[Stored data]
========

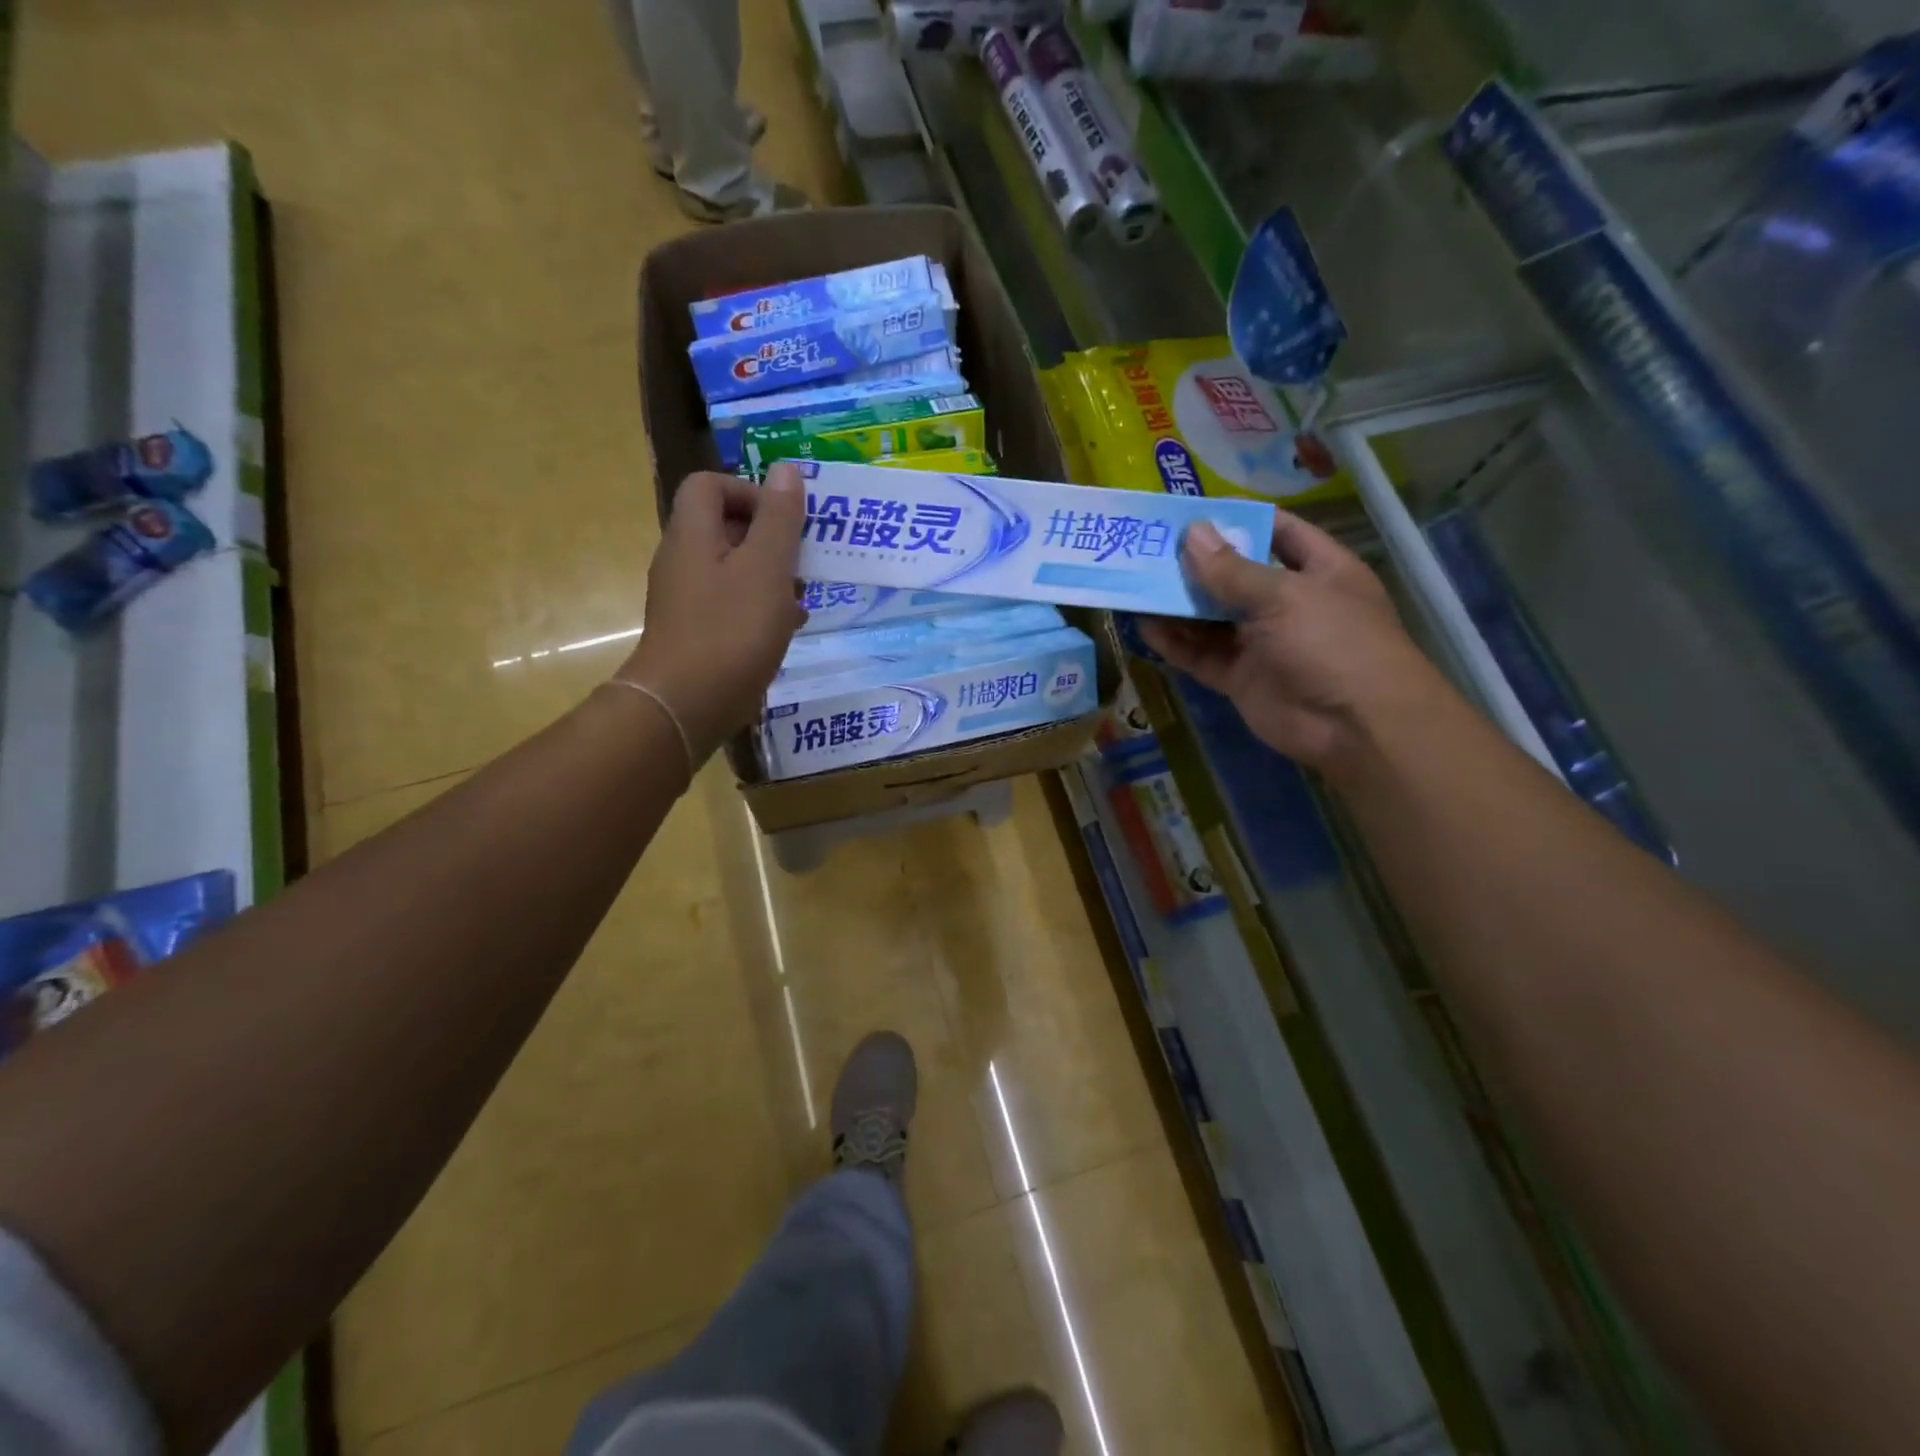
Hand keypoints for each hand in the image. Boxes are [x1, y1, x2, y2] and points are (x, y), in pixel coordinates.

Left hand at [616, 462, 807, 762]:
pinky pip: (731, 606)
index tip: (785, 520)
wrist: (687, 704)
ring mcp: (687, 601)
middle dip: (769, 538)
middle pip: (724, 528)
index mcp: (693, 535)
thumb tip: (786, 469)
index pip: (709, 485)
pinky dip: (760, 608)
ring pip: (732, 570)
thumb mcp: (767, 568)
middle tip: (803, 560)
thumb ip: (779, 518)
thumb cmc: (731, 629)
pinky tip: (787, 628)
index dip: (749, 491)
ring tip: (802, 597)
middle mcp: (683, 561)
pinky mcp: (696, 634)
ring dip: (770, 576)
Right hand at [1139, 512, 1442, 772]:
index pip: (1278, 531)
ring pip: (1213, 618)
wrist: (1355, 727)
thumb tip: (1192, 534)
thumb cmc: (1333, 643)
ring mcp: (1263, 643)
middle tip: (1150, 547)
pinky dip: (1176, 643)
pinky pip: (1203, 655)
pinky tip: (1146, 626)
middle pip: (1237, 575)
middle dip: (1197, 563)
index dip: (1239, 520)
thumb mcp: (1284, 596)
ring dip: (1180, 603)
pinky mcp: (1241, 678)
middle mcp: (1290, 603)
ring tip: (1138, 583)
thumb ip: (1232, 570)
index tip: (1192, 513)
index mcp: (1318, 570)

========

Task:
Extract all the entries word for word; omit any pictures.

Your solution:
Hand keypoints for each hand in the image. Boxes are [x1, y1, x2, y2] and points are (x, y), in pixel coordinates.

Left hand at [616, 462, 807, 762]:
pinky pip: (731, 606)
index tip: (785, 520)
wrist: (687, 704)
ring mcp: (687, 601)
middle dip: (769, 538)
middle pip: (724, 528)
index mcp: (693, 535)
thumb tip: (786, 469)
index pip: (709, 485)
pinky dip: (760, 608)
ring pip: (732, 570)
thumb mcp: (767, 568)
middle tip: (803, 560)
thumb ip: (779, 518)
thumb cmc: (731, 629)
pinky tip: (787, 628)
index dip: (749, 491)
ring tip: (802, 597)
middle mcp: (683, 561)
pinky mcp: (696, 634)
ring dip: (770, 576)
Right hand at [1139, 512, 1442, 772]:
index pip: (1278, 531)
ring pip: (1213, 618)
wrist: (1355, 727)
thumb tip: (1192, 534)
thumb cmc: (1333, 643)
ring mcp: (1263, 643)
middle tip: (1150, 547)
pinky dip: (1176, 643)
pinky pip: (1203, 655)
pinky tip: (1146, 626)
middle pip: (1237, 575)
middle dip: (1197, 563)
index dip: (1239, 520)
thumb mcp: (1284, 596)
ring dip: (1180, 603)
pinky mcp: (1241, 678)
middle mcp: (1290, 603)
ring tip: (1138, 583)
thumb ip: (1232, 570)
index tip: (1192, 513)
index mcp: (1318, 570)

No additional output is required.